Blanca Edith Popolizio VIllarino
Mi padre, loretano de ascendencia italiana, trabajó en Quincemil, Cusco, donde nací; mi madre, de Chachapoyas. Con cinco años regresamos a la selva. Otras familias italianas vivían ahí, yo sentía orgullo de mi apellido.
De pequeña me sorprendió ver en el puerto a un cargador “caucholomo” de color negro; en la escuela tuve una compañera negrita, de padres brasileños; y en secundaria, el único compañero negro era hijo del compadre de mi papá. Era común oír que los apellidos nativos como Supingahua o Taricuarima “desmejoraban la raza”.
Como adulta rechacé la idea de unir mi apellido a uno nativo o de tez negra.

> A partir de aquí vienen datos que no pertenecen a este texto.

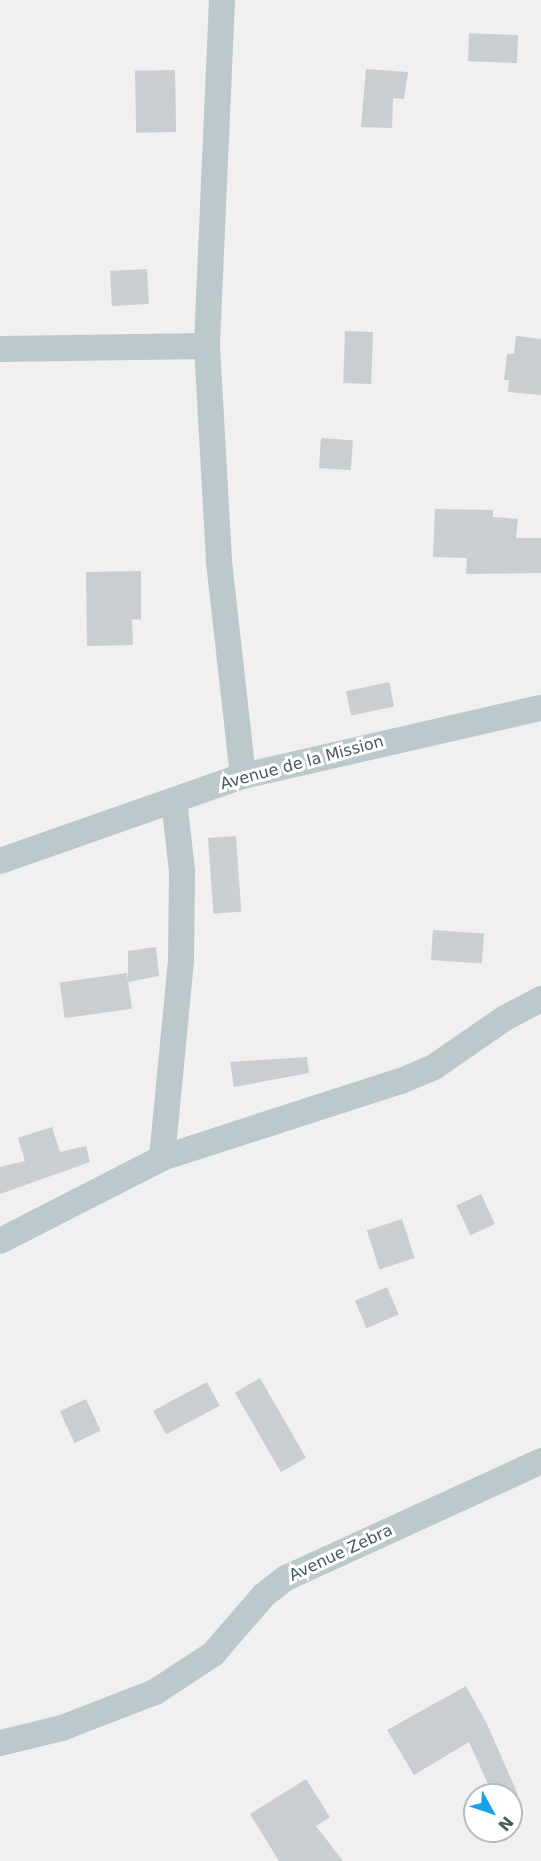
<!DOCTYPE html>
<html>
<head>
<meta charset="utf-8">
<style>
  body { margin:0 }
  #map { position:relative; width:541px; height:1861px; overflow:hidden; background:#f2eff0; font-family:"DejaVu Sans",sans-serif }
  div>[style] { position:absolute }
  .building>* { inset:0; background:#c9ced2; transform-origin:0 0 }
  .minor>* { height:26px; margin:-13px; padding:0 13px; transform-origin:13px; border-radius:13px; background:#bbc8cc }
  span { translate:-50% -50%; white-space:nowrap; text-align:center; line-height:1.15; -webkit-text-stroke:6px #fff; paint-order:stroke }
  .street-label { font-size:16px; color:#47585d }
  .north { position:absolute; left:463px; top:1783px; width:60px; height:60px; box-sizing:border-box; background:#fff; border:2px solid #b5bcbe; border-radius:50%; rotate:130deg; font-size:16px; font-weight:700; line-height:24px; text-align:center; color:#47585d }
  .north::after { content:''; display:block; margin:auto; width:21px; height:27px; background:#16a4e5; clip-path:polygon(50% 0,100% 100%,50% 72%,0 100%) }
</style>
</head>
<body>
<div id="map">
  <div class="building">
    <div style="left:518px;top:35px;width:28px;height:49px;rotate:92deg"></div>
    <div style="clip-path:polygon(366px 69px,408px 72px,404px 99px,393px 98px,392px 128px,361px 127px)"></div>
    <div style="left:175px;top:70px;width:62px;height:40px;rotate:89deg"></div>
    <div style="left:147px;top:269px;width:35px;height:37px;rotate:87deg"></div>
    <div style="left:345px;top:331px;width:28px;height:52px;rotate:2deg"></div>
    <div style="clip-path:polygon(516px 336px,541px 339px,541px 395px,508px 392px,509px 380px,504px 380px,507px 354px,514px 354px)"></div>
    <div style="left:321px;top:438px;width:32px;height:30px;rotate:4deg"></div>
    <div style="clip-path:polygon(435px 509px,493px 510px,493px 517px,518px 519px,516px 538px,541px 538px,541px 573px,466px 574px,467px 558px,433px 557px)"></div>
    <div style="clip-path:polygon(141px 571px,141px 620px,132px 619px,133px 645px,87px 646px,86px 572px)"></div>
    <div style="left:389px;top:682px;width:25px;height:44px;rotate:78deg"></div>
    <div style="left:236px;top:836px;width:76px;height:28px;rotate:86deg"></div>
    <div style="left:433px;top:930px;width:51px;height:30px;rotate:4deg"></div>
    <div style="clip-path:polygon(156px 947px,159px 976px,128px 982px,128px 951px)"></div>
    <div style="left:127px;top:973px;width:36px;height:68px;rotate:82deg"></div>
    <div style="clip-path:polygon(307px 1057px,309px 1073px,234px 1087px,230px 1062px)"></div>
    <div style="clip-path:polygon(52px 1127px,60px 1152px,86px 1146px,90px 1162px,0 1194px,0 1167px,25px 1161px,18px 1138px)"></div>
    <div style="left:481px;top:1194px;width:33px;height:27px;rotate:65deg"></div>
    <div style="left:402px;top:1219px;width:41px;height:37px;rotate:72deg"></div>
    <div style="left:387px;top:1287px;width:30px;height:35px;rotate:67deg"></div>
    <div style="left:260px;top:1378px;width:92px;height:29px;rotate:60deg"></div>
    <div style="left:207px;top:1382px;width:27px;height:61px;rotate:62deg"></div>
    <div style="left:86px;top:1399px;width:35px;height:29px;rotate:65deg"></div>
    <div style="clip-path:polygon(466px 1686px,488px 1726px,518px 1795px,493px 1795px,469px 1742px,414px 1775px,387px 1730px)"></div>
    <div style="clip-path:polygon(306px 1779px,330px 1817px,316px 1826px,343px 1861px,279px 1861px,250px 1814px)"></div>
  </div>
  <div class="minor">
    <div style="left:222px;top:0;width:346px;rotate:92.5deg"></div>
    <div style="left:207px;top:346px;width:216px;rotate:86.8deg"></div>
    <div style="left:219px;top:562px;width:215px;rotate:83.6deg"></div>
    <div style="left:0;top:349px;width:207px;rotate:-0.8deg"></div>
    <div style="left:0;top:861px;width:257px;rotate:-19.3deg"></div>
    <div style="left:243px;top:776px;width:306px;rotate:-12.9deg"></div>
    <div style="left:162px;top:1158px;width:200px;rotate:-84.5deg"></div>
    <div style="left:181px;top:959px;width:88px;rotate:-89.3deg"></div>
    <div style="left:182px;top:871px;width:71px;rotate:-96.4deg"></div>
    <div style="left:0;top:1241px;width:182px;rotate:-27.1deg"></div>
    <div style="left:162px;top:1158px;width:251px;rotate:-17.9deg"></div>
    <div style="left:401px;top:1081px;width:36px;rotate:-23deg"></div>
    <div style="left:434px;top:1067px;width:86px;rotate:-34.6deg"></div>
    <div style="left:505px;top:1018px;width:41px;rotate:-27.8deg"></div>
    <div style="left:0;top:1743px;width:64px;rotate:-13.6deg"></div>
    <div style="left:62px;top:1728px;width:100px;rotate:-21.2deg"></div>
    <div style="left:155px;top:1692px;width:69px;rotate:-33.2deg"></div>
    <div style="left:213px;top:1654px;width:78px;rotate:-49.2deg"></div>
    <div style="left:264px;top:1595px;width:28px;rotate:-38deg"></div>
    <div style="left:286px;top:1578px;width:281px;rotate:-24.6deg"></div>
  </div>
  <div class="street-label">
    <span style="left:302px;top:763px;rotate:-15deg">Avenue de la Mission</span>
    <span style="left:341px;top:1553px;rotate:-25deg">Avenue Zebra</span>
  </div>
  <div class="north">N</div>
</div>
</body>
</html>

En la universidad al saber mi procedencia me tildaban de “charapa”, y yo siempre respondía “soy serrana, cusqueña”. Como trabajadora social laborando con pobladores afectados por el terremoto en Ancash, vi que huaracinos despreciaban a los campesinos diciendo “no son decentes, sino indios”, “sus chozas no tienen valor”, entonces “no merecen ayuda”.
Comprendí nuestra realidad social en el transcurso de mi vida. Mis lecturas de López Albujar, Arguedas y Vallejo han contribuido a valorar nuestra multiculturalidad. Nunca más menosprecié a personas de diferente origen étnico, reconociendo que todos somos mestizos. Me siento avergonzada de haber sido racista.